Describe how this project will reinforce a sense of place or enhance the built environment.
Many of the planter strips found in Elysian Valley are characterized by crabgrass and missing street trees. Additionally, despite its proximity and relative ease of access, the LA River Greenway Trail remains largely an entity separate from the neighborhood. The Frogtown Ribbon Gardens proposal is located along Knox Avenue specifically due to its access to the river through Gateway Park. The unified design behind each of the planting elements coupled with the repurposing of what currently stands as lost space into productive community assets simultaneously reinforce a sense of place within the community and help bring identity to the neighborhood.
Provide a description of the project's necessary planning activities.
Planning activities associated with this project primarily revolve around two elements: 1) finding homeowners interested in having access to fresh and free produce by installing a Ribbon Garden in front of their house, and 2) securing community support to assist with construction. These goals could be met by hosting stakeholder meetings to describe the project, its benefits and its vision for Elysian Valley's future. In this regard, the Elysian Valley Community Garden is an indispensible asset that can be leveraged to generate enthusiasm for participation and gain stakeholder support.
What is a rough estimate of your project budget?
As each of the planting elements in this proposal are relatively simple to construct, made of readily available inexpensive materials, and intended to be constructed in a DIY fashion by community members, the cost per planter is relatively low. A rough estimate for the design, construction, installation and planting of a demonstration project of around 7 structures is about $5,000.
How does this project leverage existing resources and efforts?
Despite being located in a food desert, Elysian Valley residents have rallied together to promote access to healthy food, with the establishment of a .25-acre community garden in 2010. This community driven effort simultaneously signals a desire for access to healthy produce and a demonstrated ability to self-organize to achieve this vision. The need and demand for fresh fruit and vegetables in Elysian Valley, however, far outstrips the production capacity of its community garden. By transforming spaces in front of community member's houses into productive gardens, a new opportunity for food access is introduced to the neighborhood. In addition to these efforts, the Frogtown Ribbon Gardens proposal leverages momentum building around the river through Mayor Garcetti's efforts to restore the River and its surrounding communities. Finally, the City is writing a Health and Wellness Element of the General Plan, which will give specific attention to food access issues.
What community need is your project serving?
The USDA has identified Elysian Valley as a food desert, meaning that it is a low-income area where a significant share of residents is more than half a mile from the nearest market. Access to fresh and healthy food has been identified as one of the key indicators in many health issues in the American populace, and by empowering residents of Elysian Valley with the capacity to grow their own, the Frogtown Ribbon Gardens proposal continues already established community momentum in this vein.

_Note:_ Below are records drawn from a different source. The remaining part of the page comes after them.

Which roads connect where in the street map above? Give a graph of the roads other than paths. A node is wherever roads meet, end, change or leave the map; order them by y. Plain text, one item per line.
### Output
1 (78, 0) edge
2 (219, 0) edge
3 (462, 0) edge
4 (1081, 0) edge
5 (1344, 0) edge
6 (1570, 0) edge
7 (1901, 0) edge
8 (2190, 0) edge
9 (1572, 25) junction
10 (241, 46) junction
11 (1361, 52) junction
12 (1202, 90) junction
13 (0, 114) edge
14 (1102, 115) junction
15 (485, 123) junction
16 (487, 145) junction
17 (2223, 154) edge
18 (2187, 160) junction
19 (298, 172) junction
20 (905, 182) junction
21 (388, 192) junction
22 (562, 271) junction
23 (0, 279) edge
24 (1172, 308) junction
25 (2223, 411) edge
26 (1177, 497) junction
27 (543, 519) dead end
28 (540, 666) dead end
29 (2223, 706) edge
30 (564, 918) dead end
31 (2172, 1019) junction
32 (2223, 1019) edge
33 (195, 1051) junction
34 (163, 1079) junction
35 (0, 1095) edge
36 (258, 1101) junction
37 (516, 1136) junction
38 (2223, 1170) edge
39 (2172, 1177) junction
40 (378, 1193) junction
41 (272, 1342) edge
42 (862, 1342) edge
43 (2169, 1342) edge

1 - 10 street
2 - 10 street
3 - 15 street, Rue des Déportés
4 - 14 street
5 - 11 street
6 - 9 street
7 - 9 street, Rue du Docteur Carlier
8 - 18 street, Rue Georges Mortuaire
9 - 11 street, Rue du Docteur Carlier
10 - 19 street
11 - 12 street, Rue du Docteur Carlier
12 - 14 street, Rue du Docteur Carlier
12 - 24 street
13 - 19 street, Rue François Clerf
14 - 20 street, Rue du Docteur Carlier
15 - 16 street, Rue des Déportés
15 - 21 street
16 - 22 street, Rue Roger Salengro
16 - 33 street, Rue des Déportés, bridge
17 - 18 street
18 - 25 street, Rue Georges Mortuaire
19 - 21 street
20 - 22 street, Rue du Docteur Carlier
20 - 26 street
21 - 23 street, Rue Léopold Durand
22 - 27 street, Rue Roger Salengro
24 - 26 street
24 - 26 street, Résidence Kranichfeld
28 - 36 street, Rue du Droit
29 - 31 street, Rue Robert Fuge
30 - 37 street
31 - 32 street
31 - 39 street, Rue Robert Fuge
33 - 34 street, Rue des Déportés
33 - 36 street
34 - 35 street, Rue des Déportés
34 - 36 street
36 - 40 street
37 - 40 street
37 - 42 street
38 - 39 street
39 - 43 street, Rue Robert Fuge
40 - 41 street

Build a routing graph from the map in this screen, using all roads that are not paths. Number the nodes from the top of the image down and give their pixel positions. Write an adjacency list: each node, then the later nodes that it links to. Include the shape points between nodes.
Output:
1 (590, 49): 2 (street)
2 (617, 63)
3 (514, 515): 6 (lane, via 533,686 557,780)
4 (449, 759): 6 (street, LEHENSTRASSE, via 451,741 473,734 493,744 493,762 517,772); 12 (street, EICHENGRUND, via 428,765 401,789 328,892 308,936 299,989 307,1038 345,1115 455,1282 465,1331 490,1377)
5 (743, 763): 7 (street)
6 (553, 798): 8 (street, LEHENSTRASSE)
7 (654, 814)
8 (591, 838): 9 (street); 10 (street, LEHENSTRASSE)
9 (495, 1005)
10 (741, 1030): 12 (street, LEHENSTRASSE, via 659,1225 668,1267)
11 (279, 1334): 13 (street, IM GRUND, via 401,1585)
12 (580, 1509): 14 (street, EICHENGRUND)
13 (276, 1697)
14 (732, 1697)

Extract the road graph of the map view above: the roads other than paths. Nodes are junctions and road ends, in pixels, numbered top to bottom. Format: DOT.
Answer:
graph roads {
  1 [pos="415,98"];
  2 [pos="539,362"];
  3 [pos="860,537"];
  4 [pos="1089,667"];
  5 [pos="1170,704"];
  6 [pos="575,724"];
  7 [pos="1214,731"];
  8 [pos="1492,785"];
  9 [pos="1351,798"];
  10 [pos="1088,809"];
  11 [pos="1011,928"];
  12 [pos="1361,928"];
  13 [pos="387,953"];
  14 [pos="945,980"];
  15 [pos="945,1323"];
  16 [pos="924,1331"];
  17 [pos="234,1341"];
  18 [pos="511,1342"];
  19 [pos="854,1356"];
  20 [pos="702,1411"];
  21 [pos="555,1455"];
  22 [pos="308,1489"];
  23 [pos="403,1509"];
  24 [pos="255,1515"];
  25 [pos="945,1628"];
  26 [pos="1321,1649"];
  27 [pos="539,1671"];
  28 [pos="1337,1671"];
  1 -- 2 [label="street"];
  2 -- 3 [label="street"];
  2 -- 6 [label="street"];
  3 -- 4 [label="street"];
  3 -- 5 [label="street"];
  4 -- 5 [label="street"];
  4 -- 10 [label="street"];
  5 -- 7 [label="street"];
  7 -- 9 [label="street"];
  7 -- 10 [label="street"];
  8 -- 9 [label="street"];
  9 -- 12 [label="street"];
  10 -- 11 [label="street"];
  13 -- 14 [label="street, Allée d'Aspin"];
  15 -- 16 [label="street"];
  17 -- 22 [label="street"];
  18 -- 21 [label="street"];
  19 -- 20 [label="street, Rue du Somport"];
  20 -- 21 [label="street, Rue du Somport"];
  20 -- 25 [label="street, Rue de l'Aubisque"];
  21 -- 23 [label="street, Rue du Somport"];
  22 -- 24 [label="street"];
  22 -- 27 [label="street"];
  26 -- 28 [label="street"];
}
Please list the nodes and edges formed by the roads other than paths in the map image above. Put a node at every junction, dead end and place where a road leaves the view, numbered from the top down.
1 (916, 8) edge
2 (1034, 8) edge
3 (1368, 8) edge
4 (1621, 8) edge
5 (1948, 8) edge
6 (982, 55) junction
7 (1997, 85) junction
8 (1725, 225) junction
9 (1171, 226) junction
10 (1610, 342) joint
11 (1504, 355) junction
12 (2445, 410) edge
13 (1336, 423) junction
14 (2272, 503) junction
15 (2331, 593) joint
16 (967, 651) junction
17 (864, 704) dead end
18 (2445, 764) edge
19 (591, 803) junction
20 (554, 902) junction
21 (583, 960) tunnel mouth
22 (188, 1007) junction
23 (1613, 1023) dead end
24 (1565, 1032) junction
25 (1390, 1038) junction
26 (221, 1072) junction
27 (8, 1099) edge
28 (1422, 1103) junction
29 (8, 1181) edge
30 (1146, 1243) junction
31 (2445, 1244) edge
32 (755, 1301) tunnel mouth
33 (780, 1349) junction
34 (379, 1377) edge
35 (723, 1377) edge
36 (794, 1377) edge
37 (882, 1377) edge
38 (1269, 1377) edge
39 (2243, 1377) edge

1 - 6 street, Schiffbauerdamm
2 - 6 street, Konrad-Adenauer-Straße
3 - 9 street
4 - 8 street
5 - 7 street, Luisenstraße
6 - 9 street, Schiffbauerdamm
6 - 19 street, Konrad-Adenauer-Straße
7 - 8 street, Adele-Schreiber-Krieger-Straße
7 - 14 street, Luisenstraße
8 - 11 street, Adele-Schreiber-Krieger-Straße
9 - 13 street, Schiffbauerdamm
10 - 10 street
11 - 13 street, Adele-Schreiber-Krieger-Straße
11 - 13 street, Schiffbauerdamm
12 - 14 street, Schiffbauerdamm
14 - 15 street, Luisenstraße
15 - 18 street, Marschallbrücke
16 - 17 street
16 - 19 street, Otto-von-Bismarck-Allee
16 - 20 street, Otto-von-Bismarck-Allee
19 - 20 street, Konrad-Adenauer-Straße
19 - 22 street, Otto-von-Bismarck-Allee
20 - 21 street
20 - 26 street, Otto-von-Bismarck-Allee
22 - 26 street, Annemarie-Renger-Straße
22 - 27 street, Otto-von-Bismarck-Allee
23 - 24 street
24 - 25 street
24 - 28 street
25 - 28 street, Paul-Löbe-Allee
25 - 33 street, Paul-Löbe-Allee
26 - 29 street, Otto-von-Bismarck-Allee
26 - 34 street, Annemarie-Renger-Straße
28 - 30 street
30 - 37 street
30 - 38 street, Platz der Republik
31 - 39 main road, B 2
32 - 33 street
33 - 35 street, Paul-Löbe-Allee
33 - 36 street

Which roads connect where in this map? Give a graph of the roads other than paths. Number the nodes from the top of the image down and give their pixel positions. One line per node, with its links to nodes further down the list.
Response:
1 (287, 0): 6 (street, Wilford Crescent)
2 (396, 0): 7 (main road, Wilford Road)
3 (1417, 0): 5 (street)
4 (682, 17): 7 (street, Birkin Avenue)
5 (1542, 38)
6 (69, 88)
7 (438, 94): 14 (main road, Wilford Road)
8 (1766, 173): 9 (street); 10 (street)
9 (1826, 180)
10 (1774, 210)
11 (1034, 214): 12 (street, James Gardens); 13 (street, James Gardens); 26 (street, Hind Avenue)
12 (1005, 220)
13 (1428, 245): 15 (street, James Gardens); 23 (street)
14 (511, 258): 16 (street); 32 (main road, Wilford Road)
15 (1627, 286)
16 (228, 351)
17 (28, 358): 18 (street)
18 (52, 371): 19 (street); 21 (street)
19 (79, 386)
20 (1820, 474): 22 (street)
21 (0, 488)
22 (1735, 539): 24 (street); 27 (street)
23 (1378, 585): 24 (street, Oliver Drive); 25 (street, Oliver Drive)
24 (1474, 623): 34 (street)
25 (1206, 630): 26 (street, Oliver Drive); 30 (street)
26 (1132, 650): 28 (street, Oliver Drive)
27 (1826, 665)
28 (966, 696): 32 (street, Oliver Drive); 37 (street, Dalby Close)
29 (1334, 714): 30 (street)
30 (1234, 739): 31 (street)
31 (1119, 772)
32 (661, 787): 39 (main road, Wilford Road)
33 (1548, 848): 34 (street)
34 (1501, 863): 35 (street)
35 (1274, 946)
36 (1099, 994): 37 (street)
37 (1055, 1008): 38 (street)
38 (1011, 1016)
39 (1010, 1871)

If your project is realized, what does success look like?
The successful implementation of the Frogtown Ribbon Gardens proposal looks like a community that has taken food access into their own hands. It looks like blocks filled with people, trees and food. The final vision for this project is the sum of its parts. Beginning with a demonstration installation of about 7 repurposed street planters, and adding to the momentum already generated by the neighborhood's community garden, Elysian Valley residents can promote a healthier lifestyle with readily available fruits and vegetables.